Music is everywhere. You can’t hardly go anyplace anymore without seeing people with ear buds crammed into their ears. Go to the gym – there they are. Go to the store or for a walk – you’ll see them all around you. Even go to a fast food restaurant and they you will see them. People seem to be addicted to music and given the availability of iPods and smart phones that can store entire music libraries (and more) on a flat card no bigger than your thumbnail, people are listening to music more than ever before. (Well, listening to something…not all of what they listen to is music to my way of thinking!) Just tonight, my wife and I went out to eat at a fish restaurant and they had ’50’s and ’60’s music piped in and it was great…but you know what? Sitting there with her own headphones on was a young girl of maybe 15 at most, and I couldn’t help but wonder what she was listening to? The music that was being played was great stuff…and I couldn’t help but think to myself, “Take your headphones off and listen to some good music instead of whatever modern junk you’re listening to!”
But, I digress. When I went to the studio the other day to do some shooting, one of the models was handed a set of headphones and she put them on. She started striking poses and I rather liked this one. She gives the impression of being “moved” by the music with her right arm outstretched, grasping a shawl-like-thingy, and she seems to be starting to dance. I liked the image. It seemed like she was free – and that’s one of the things that music does for us, isn’t it? The cares of the world seem to be lifted a bit when we hear music!

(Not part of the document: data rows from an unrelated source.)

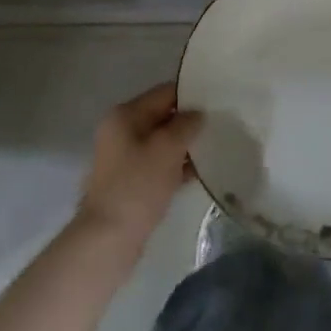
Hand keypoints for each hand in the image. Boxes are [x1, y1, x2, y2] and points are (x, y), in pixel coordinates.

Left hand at [76, 83, 202, 251]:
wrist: (109, 237)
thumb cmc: (138, 185)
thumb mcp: (167, 148)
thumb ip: (186, 125)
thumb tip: (198, 114)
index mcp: (125, 115)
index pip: (164, 93)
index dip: (191, 95)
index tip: (218, 102)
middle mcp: (121, 130)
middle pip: (163, 116)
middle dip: (189, 122)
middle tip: (221, 126)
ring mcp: (124, 157)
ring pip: (162, 142)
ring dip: (185, 146)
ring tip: (215, 148)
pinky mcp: (131, 180)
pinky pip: (159, 164)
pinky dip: (177, 165)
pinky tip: (200, 172)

ON THIS DAY IN HISTORY: in 1815, Philip Kearny, one of the most promising generals in the Union army, was born in New York City. Raised in a wealthy family, Kearny attended Columbia University and became a lawyer.
Although his grandfather refused to allow him to attend the U.S. Military Academy at West Point, Kearny enrolled a year after his grandfather’s death in 1836. A superb horseman, Kearny served on the frontier before being sent to study at the French Cavalry School. After serving with the French in Algiers, he returned to the U.S. Army.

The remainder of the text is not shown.